Often times, you have the impression that love is not there anymore, although the relationship seemed to be rosy at the beginning. Or you have got many relationships, and each time, you don’t really feel being loved. Some of you have been single for some time and seeking a long-lasting relationship? I know, many questions haunt you: Does this thing we call “true love” exist? And how can I attract my soulmate?
Where is your relationship today?
There are many examples of a relationship where you are not really “soulmates”. Do you find yourself in one of the below?
- Your mate and you do not seem to have anything to speak about
- Don’t feel comfortable sharing your worries with your mate
- When you want to start speaking, you have the impression that you are disturbing your mate. What you want to share is of no interest to your mate.
- Don’t feel any love or affection anymore from your mate
- Never laugh or very rarely now, with the presence of your mate
- Feel that your mate is there physically but not really there mentally with you
- Your mate is not engaged in a long-term relationship with you
“We were together at a party or in an event. Each time, I had the impression that we are side by side only physically. My mate’s head was just looking around, trying to find someone to talk. It was as if he didn’t feel that we were enough, just to be together. Something was missing between us”

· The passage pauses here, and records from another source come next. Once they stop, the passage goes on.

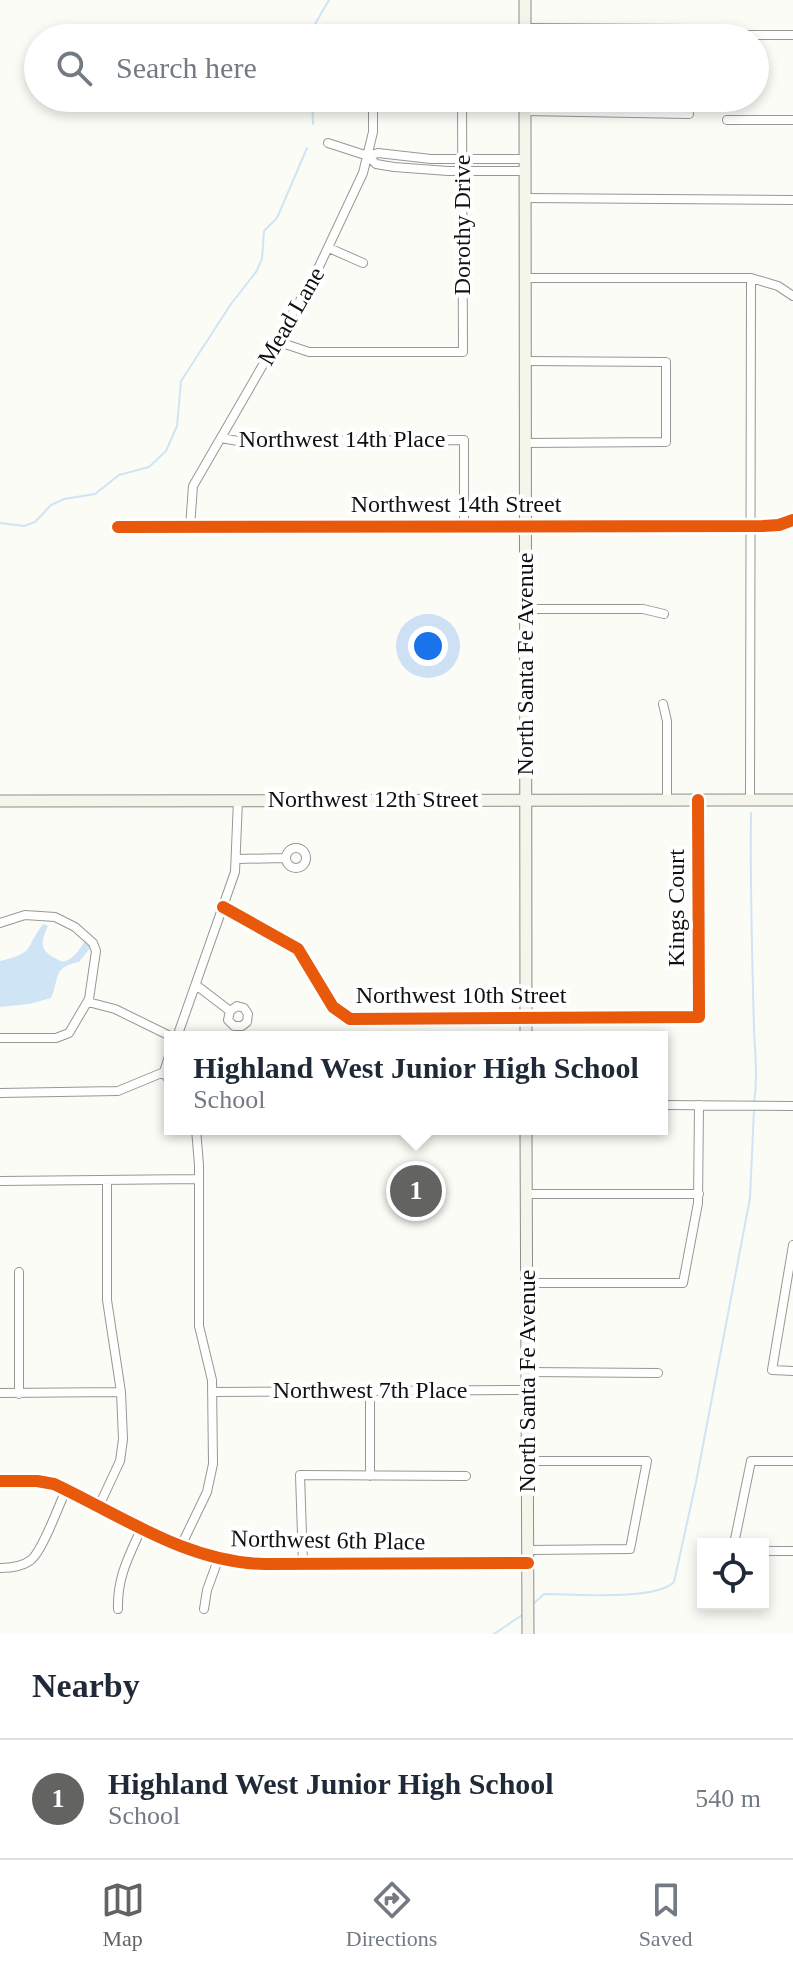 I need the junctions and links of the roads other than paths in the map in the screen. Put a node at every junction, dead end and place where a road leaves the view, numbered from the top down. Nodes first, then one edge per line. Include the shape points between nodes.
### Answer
1 (525, 0) edge
2 (525, 24) edge
3 (769, 35) edge
4 (793, 35) edge
5 (373, 112) edge
6 (462, 112) edge
7 (525, 112) edge
8 (580, 112) edge
9 (689, 112) edge
10 (727, 120) dead end
11 (793, 120) edge
12 (328, 143) dead end
13 (368, 156) junction
14 (462, 159) junction
15 (525, 165) junction
16 (462, 171) junction
17 (525, 198) junction
18 (793, 200) edge
19 (329, 248) junction
20 (363, 263) dead end
21 (525, 278) junction
22 (751, 278) junction
23 (793, 296) edge
24 (276, 341) junction
25 (525, 361) junction
26 (221, 438) junction
27 (526, 443) junction
28 (793, 520) edge
29 (464, 526) junction
30 (750, 526) junction
31 (118, 527) dead end
32 (190, 527) junction
33 (525, 527) junction
34 (525, 609) junction
35 (664, 614) dead end
36 (663, 704) dead end
37 (525, 799) junction
38 (667, 799) junction
39 (238, 800) junction
40 (698, 800) junction
41 (750, 800) junction
42 (793, 800) edge
43 (0, 801) edge
44 (285, 858) dead end
45 (237, 859) junction
46 (223, 907) junction
47 (0, 923) edge
48 (196, 985) junction
49 (88, 1002) junction
50 (230, 1011) dead end
51 (699, 1017) joint
52 (526, 1018) junction
53 (177, 1031) edge
54 (526, 1031) edge
55 (164, 1032) edge
56 (0, 1038) edge
57 (164, 1072) edge
58 (0, 1093) edge
59 (668, 1105) edge
60 (699, 1105) junction
61 (793, 1106) edge
62 (196, 1135) edge
63 (526, 1135) edge
64 (198, 1179) junction
65 (107, 1180) junction
66 (0, 1181) edge
67 (527, 1194) junction
68 (699, 1194) junction
69 (793, 1245) edge
70 (19, 1272) dead end
71 (527, 1283) junction
72 (790, 1283) edge
73 (793, 1371) edge
74 (527, 1372) junction
75 (658, 1373) dead end
76 (370, 1390) junction
77 (527, 1390) junction
78 (121, 1392) junction
79 (212, 1392) junction
80 (0, 1393) edge
81 (19, 1394) junction
82 (528, 1461) junction
83 (793, 1461) edge
84 (370, 1476) junction
85 (466, 1476) dead end
86 (0, 1481) edge
87 (66, 1490) junction
88 (99, 1506) junction
89 (142, 1527) junction
90 (735, 1538) edge
91 (181, 1546) junction
92 (528, 1550) junction
93 (769, 1551) edge
94 (793, 1551) edge
95 (218, 1560) junction
96 (528, 1563) junction
97 (303, 1564) junction
98 (0, 1568) edge
99 (118, 1609) dead end
100 (204, 1609) dead end
101 (528, 1634) edge

1 - 2 main road
3 - 4 street
5 - 13 street, Mead Lane
6 - 14 street, Dorothy Drive
7 - 15 main road, North Santa Fe Avenue
8 - 9 street
10 - 11 street
12 - 13 street
13 - 14 street
13 - 16 street via 376,164 394,167
13 - 19 street, Mead Lane
14 - 15 street
14 - 16 street, Dorothy Drive
15 - 16 street
15 - 17 main road, North Santa Fe Avenue
16 - 24 street, Dorothy Drive via 463,352 309,352
17 - 18 street
17 - 21 main road, North Santa Fe Avenue
19 - 20 street
19 - 24 street, Mead Lane
21 - 22 street
21 - 25 main road, North Santa Fe Avenue
22 - 23 street
22 - 30 street
24 - 26 street, Mead Lane
25 - 27 main road, North Santa Fe Avenue
25 - 27 street via 666,362 666,442
26 - 29 street, Northwest 14th Place via 464,440
26 - 32 street, Mead Lane via 191,491
27 - 33 main road, North Santa Fe Avenue
28 - 30 street, Northwest 14th Street
29 - 32 street, Northwest 14th Street
29 - 33 street, Northwest 14th Street
30 - 33 street, Northwest 14th Street
30 - 41 street
31 - 32 street, Northwest 14th Street
33 - 34 main road, North Santa Fe Avenue
34 - 35 street via 643,609
34 - 37 main road, North Santa Fe Avenue
36 - 38 street
37 - 38 main road, Northwest 12th Street
37 - 39 main road, Northwest 12th Street
37 - 52 main road, North Santa Fe Avenue
38 - 40 main road, Northwest 12th Street
39 - 43 main road, Northwest 12th Street
39 - 45 street
40 - 41 main road, Northwest 12th Street
40 - 51 street, Kings Court
41 - 42 main road, Northwest 12th Street
44 - 45 street
45 - 46 street
46 - 48 street
46 - 52 street, Northwest 10th Street via 298,949 333,1007 346,1018
47 - 49 street via 25,915 55,917 93,943 96,958
48 - 50 street
48 - 53 street
49 - 55 street
49 - 56 street via 63,1037
51 - 52 street, Northwest 10th Street
52 - 54 main road, North Santa Fe Avenue
57 - 58 street via 118,1091
59 - 60 street
60 - 61 street
60 - 68 street
62 - 64 street
63 - 67 main road, North Santa Fe Avenue
64 - 65 street
64 - 79 street via 199,1326
65 - 66 street
65 - 78 street via 107,1300
67 - 68 street
67 - 71 main road, North Santa Fe Avenue
68 - 71 street via 683,1283
69 - 72 street
70 - 81 street
71 - 74 main road, North Santa Fe Avenue
72 - 73 street via 772,1370
74 - 75 street
74 - 77 main road, North Santa Fe Avenue
76 - 77 street, Northwest 7th Place
76 - 79 street, Northwest 7th Place
76 - 84 street
77 - 82 main road, North Santa Fe Avenue
78 - 81 street
78 - 88 street via 121,1457
79 - 91 street via 210,1484
80 - 81 street
82 - 92 main road, North Santa Fe Avenue
82 - 92 street via 647,1461 630,1549
83 - 90 street via 751,1461
84 - 85 street
84 - 97 street via 300,1475
86 - 87 street, Northwest 6th Place via 46,1482
87 - 88 street, Northwest 6th Place
87 - 98 street via 33,1559
88 - 89 street, Northwest 6th Place
89 - 91 street, Northwest 6th Place
89 - 99 street via 123,1566
91 - 95 street, Northwest 6th Place
92 - 96 main road, North Santa Fe Avenue
93 - 94 street
95 - 97 street, Northwest 6th Place
95 - 100 street
96 - 97 street, Northwest 6th Place
96 - 101 main road, North Santa Fe Avenue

If you do find yourself in these situations, rest assured, many do. But how can I attract a soulmate? Firstly, let’s look into what a soulmate is.
10 Elements of a Soulmate
‘A soulmate is a person with whom you have an immediate connection the moment you meet. A connection so strong that you are drawn to them in a way you have never experienced before. As this connection develops over time, you experience a love so deep, so complex, that you doubt if you have ever loved before”Anonymous
Here below are some elements of a soulmate:
- It’s something inside and profound. You can feel it, but difficult to describe it, as no word can encompass.
- Possible flashbacks. If your partner is your soulmate, chances are he or she has been present in your past lives. You might experience some flashbacks or “deja vu”
- You just get each other. Finish each other’s sentences, get on well as fire, spend too much time together.
- You fall in love with his (or her) flaws. Soulmates have an easier time of accepting, even learning to love, each other’s imperfections.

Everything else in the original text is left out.